*EXERCISE BRIEF*
Search the entries for the word "Answer" and copy each line that has it.

*RECORDED DATA*

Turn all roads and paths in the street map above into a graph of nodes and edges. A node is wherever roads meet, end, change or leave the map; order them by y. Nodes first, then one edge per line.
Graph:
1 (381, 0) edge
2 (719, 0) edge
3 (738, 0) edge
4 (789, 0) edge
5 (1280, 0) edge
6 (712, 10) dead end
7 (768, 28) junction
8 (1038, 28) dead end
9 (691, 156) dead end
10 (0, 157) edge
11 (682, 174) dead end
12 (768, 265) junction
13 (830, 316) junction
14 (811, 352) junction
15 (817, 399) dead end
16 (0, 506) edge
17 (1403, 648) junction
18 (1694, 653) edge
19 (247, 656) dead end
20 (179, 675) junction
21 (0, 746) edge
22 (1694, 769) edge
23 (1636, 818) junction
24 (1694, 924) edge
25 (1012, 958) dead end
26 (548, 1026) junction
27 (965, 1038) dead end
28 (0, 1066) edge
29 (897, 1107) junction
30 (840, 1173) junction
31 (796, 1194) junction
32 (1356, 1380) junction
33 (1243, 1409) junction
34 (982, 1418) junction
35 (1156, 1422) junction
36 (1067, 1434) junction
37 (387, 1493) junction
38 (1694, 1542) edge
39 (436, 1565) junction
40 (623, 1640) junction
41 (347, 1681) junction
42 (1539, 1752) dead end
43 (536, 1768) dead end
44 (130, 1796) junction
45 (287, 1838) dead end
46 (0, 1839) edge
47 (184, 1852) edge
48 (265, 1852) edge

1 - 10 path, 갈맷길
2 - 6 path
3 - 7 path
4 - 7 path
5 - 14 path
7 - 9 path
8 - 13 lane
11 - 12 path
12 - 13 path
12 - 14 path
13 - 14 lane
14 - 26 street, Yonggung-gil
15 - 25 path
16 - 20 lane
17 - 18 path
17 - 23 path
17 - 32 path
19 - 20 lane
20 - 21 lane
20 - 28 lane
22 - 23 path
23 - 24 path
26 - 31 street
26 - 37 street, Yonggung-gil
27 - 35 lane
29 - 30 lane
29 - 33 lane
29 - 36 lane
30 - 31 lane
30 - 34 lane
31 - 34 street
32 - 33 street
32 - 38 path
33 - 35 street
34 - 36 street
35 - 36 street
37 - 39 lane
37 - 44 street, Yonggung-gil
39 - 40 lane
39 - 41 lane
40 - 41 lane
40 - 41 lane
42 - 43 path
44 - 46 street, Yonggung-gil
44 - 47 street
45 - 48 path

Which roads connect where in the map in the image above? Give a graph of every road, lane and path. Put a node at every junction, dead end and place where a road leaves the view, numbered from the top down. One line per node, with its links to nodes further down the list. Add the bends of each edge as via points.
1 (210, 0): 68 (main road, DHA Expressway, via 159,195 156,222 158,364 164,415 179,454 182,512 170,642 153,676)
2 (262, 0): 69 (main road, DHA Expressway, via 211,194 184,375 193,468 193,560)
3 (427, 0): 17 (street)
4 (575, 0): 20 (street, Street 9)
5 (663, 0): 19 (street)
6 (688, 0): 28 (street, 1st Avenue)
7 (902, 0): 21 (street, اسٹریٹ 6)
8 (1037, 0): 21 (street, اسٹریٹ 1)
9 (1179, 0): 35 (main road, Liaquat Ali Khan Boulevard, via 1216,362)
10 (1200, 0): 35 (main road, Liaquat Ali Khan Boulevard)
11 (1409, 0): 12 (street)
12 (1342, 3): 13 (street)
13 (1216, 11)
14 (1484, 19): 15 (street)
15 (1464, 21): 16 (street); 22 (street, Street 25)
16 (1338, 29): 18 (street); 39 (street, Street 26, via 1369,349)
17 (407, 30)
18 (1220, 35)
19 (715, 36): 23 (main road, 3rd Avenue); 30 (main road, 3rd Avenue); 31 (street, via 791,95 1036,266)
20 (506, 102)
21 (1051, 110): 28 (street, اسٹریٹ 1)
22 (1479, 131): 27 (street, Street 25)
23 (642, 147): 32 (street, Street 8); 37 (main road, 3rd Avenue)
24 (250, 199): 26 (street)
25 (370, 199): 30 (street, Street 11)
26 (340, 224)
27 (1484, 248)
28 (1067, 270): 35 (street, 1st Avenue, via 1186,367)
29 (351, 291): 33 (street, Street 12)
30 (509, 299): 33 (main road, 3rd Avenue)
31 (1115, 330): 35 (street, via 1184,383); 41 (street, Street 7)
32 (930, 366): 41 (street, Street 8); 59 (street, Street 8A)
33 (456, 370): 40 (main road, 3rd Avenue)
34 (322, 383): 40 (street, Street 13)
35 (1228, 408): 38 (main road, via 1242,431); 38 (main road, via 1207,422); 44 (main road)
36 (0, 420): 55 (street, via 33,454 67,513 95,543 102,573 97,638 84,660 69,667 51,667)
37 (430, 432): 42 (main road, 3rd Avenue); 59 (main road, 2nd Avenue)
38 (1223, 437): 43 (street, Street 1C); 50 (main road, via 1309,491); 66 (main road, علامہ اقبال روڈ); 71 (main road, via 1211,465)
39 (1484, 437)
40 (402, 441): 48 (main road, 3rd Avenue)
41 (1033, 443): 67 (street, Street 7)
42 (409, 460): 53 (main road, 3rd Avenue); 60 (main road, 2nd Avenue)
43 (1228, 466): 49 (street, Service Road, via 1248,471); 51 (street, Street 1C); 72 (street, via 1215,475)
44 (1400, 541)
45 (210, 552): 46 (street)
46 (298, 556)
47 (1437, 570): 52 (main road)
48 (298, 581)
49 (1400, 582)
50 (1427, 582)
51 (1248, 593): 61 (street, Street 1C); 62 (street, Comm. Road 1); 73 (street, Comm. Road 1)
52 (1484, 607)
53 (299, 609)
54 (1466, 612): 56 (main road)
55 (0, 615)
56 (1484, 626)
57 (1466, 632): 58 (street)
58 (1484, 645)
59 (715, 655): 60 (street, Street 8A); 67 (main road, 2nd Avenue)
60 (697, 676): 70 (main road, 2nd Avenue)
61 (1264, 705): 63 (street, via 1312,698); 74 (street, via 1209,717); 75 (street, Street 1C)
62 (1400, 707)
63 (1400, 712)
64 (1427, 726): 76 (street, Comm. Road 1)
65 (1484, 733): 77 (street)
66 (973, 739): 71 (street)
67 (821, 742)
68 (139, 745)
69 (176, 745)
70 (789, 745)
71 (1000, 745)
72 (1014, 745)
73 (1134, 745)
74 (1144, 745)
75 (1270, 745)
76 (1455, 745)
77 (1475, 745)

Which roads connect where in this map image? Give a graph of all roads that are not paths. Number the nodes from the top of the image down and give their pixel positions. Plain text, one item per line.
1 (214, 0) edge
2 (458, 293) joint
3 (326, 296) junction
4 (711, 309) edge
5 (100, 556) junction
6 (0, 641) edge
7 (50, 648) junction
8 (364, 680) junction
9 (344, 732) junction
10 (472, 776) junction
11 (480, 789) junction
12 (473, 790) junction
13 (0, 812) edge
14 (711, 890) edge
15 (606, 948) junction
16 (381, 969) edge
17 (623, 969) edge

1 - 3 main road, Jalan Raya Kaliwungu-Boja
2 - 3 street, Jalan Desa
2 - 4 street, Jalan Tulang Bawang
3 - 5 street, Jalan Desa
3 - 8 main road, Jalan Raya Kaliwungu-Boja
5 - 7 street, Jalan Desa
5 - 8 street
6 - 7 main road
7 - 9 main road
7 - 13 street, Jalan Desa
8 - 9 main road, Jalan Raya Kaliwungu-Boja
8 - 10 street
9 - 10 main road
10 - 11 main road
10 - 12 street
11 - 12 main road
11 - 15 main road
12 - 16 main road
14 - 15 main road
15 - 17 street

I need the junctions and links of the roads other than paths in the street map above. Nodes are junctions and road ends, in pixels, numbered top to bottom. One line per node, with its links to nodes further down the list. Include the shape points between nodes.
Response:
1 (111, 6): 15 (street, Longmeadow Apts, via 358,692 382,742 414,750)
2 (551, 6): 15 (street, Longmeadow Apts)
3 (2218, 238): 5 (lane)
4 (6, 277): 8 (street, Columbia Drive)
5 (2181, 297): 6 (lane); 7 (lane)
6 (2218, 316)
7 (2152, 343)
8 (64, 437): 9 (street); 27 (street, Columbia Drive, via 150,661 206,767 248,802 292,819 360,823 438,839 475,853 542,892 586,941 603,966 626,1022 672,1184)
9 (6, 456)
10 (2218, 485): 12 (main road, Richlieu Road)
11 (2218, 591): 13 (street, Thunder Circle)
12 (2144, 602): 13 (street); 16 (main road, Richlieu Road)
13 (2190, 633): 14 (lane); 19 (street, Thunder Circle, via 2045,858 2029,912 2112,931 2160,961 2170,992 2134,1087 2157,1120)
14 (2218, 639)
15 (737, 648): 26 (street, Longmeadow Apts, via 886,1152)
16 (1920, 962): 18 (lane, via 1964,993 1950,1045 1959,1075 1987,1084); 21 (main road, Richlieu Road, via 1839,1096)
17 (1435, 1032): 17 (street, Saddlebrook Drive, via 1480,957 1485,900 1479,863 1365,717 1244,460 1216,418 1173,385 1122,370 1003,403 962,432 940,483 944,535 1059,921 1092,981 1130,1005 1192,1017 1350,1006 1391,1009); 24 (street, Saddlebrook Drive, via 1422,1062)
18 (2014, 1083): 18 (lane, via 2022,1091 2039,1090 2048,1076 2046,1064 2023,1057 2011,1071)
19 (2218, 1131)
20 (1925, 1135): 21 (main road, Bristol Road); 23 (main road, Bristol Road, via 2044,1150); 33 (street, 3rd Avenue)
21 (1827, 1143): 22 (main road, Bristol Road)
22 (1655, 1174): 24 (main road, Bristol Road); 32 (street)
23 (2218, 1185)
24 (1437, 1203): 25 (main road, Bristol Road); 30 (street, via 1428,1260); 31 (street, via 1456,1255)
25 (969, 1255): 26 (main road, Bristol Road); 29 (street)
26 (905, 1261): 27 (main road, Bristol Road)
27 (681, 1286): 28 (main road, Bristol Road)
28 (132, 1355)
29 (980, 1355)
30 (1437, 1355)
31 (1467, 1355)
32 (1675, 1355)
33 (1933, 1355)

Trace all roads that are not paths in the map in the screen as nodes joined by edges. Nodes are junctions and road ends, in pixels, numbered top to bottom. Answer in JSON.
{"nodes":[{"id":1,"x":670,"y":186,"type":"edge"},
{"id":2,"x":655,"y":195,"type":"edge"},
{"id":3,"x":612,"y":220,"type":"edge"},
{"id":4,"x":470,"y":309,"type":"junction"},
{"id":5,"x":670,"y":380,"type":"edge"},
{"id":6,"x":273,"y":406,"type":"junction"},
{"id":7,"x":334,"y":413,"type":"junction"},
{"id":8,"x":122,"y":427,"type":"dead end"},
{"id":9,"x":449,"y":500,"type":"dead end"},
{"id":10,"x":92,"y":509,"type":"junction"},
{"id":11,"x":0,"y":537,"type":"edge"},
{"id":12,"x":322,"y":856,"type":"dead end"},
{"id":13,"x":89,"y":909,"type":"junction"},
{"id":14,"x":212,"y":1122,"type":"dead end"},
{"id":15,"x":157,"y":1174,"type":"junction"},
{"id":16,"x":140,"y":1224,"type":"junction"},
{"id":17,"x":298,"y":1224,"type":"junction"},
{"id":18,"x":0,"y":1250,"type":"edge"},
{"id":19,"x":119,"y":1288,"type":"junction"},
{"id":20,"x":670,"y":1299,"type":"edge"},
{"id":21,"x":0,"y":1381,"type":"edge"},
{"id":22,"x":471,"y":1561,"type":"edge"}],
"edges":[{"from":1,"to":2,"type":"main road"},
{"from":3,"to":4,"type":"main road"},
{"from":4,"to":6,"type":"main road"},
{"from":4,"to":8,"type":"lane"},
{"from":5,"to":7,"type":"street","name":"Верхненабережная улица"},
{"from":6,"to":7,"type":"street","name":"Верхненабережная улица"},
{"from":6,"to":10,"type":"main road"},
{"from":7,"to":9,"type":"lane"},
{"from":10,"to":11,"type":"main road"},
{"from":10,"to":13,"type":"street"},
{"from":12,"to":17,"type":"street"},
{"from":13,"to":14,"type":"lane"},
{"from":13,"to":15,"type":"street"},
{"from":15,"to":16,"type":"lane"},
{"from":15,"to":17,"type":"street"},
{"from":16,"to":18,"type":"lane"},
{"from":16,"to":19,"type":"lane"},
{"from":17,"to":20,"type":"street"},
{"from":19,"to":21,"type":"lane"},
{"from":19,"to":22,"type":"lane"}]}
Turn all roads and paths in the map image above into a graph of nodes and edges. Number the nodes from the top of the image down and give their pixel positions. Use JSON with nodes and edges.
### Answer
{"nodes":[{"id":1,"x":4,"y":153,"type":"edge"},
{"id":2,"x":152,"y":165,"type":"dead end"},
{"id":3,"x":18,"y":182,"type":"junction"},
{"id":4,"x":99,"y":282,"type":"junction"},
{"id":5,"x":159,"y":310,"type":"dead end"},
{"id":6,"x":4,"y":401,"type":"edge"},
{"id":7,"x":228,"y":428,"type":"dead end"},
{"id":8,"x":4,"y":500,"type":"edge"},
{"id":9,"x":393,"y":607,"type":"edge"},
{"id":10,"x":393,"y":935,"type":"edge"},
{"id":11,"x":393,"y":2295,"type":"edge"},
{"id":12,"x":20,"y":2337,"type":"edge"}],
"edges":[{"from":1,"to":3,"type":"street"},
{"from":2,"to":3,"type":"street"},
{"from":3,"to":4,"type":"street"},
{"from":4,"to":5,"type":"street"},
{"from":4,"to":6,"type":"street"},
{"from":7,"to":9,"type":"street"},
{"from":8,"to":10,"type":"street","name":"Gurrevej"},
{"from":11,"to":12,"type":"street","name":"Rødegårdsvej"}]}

*RESPONSE FOR THIS EXERCISE*
Trace all roads that are not paths in the map in the screen as nodes joined by edges. Nodes are junctions and road ends, in pixels, numbered top to bottom. Answer in JSON.
### Answer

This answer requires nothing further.